__EXERCISE INSTRUCTIONS__: The answer must consist of every line in the records below that contains the string "main".

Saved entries
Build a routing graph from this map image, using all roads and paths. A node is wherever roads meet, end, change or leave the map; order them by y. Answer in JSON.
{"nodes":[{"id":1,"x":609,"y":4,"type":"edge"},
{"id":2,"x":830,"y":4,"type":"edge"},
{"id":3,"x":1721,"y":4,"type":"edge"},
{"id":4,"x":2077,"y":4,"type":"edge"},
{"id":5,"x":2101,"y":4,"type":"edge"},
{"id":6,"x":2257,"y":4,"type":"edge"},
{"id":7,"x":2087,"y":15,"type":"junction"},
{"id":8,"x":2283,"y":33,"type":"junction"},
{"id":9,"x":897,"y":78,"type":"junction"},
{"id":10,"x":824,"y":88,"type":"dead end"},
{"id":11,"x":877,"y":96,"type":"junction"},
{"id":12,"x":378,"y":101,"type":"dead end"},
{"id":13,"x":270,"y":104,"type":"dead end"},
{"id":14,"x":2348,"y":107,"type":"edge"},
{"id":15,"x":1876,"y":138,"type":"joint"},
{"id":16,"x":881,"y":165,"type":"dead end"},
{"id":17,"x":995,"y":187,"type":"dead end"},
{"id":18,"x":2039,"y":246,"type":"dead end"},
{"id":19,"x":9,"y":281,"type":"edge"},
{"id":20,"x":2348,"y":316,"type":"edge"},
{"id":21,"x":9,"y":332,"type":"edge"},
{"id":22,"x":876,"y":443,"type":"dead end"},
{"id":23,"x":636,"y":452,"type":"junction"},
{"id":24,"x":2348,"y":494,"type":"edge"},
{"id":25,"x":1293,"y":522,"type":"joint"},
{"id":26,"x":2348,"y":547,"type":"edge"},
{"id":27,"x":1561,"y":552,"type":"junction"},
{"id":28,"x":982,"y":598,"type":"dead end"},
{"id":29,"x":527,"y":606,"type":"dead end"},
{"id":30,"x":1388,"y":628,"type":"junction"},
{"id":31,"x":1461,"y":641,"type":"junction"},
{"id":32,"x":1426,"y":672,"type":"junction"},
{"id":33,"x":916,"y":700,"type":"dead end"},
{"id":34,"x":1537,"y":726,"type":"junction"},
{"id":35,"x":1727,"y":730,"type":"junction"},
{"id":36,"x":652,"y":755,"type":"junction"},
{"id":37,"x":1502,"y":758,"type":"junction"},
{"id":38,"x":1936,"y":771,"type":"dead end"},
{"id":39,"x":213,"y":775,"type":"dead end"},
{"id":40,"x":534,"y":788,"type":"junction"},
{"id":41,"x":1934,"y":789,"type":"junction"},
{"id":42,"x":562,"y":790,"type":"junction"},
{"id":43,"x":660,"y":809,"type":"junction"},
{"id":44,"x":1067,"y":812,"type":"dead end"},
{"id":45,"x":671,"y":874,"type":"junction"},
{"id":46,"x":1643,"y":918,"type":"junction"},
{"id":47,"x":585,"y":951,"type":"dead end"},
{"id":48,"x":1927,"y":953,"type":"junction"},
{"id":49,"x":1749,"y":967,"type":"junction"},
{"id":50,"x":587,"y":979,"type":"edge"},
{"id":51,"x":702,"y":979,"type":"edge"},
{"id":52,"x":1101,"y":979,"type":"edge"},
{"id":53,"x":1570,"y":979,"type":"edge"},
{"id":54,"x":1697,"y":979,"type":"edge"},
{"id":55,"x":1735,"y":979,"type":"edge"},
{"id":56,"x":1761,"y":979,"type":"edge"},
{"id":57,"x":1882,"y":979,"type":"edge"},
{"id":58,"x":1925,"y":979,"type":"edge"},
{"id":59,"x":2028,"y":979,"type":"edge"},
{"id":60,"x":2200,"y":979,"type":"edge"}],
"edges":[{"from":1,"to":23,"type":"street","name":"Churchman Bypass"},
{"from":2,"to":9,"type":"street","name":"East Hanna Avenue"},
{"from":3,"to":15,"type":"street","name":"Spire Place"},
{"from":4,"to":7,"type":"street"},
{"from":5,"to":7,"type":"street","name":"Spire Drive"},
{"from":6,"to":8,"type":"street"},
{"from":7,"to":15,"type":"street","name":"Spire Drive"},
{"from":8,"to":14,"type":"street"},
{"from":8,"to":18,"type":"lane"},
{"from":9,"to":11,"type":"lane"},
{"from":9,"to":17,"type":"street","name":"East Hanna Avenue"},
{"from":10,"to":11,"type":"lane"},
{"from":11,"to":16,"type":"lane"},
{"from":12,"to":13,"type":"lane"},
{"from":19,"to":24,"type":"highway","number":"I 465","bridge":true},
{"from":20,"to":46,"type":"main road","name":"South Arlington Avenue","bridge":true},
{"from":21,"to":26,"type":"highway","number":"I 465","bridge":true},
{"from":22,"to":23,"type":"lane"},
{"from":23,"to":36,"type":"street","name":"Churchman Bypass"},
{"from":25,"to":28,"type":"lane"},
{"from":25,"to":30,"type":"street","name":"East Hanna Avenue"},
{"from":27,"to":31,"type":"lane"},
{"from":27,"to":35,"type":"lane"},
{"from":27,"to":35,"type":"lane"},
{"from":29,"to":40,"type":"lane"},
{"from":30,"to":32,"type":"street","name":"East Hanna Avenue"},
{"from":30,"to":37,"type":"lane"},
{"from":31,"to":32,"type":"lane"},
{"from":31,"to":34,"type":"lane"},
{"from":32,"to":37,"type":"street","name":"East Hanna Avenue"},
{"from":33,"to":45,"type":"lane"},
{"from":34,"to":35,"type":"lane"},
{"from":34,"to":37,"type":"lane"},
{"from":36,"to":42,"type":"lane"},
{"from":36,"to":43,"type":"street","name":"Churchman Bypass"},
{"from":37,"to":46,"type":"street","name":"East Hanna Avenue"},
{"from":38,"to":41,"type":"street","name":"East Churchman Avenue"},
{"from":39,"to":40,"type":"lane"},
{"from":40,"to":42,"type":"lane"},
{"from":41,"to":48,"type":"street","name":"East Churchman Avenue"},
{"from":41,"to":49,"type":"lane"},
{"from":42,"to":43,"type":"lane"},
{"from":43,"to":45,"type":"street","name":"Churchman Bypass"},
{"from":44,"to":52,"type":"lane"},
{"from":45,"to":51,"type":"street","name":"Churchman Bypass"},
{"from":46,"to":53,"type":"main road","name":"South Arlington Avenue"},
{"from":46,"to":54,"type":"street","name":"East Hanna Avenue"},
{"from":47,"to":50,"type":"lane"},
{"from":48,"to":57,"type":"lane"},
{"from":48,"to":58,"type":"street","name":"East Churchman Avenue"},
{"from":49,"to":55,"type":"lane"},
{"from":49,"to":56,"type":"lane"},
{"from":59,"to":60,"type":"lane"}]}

__TASK RESPONSE__:
{"from":20,"to":46,"type":"main road","name":"South Arlington Avenue","bridge":true},
{"from":46,"to":53,"type":"main road","name":"South Arlington Avenue"},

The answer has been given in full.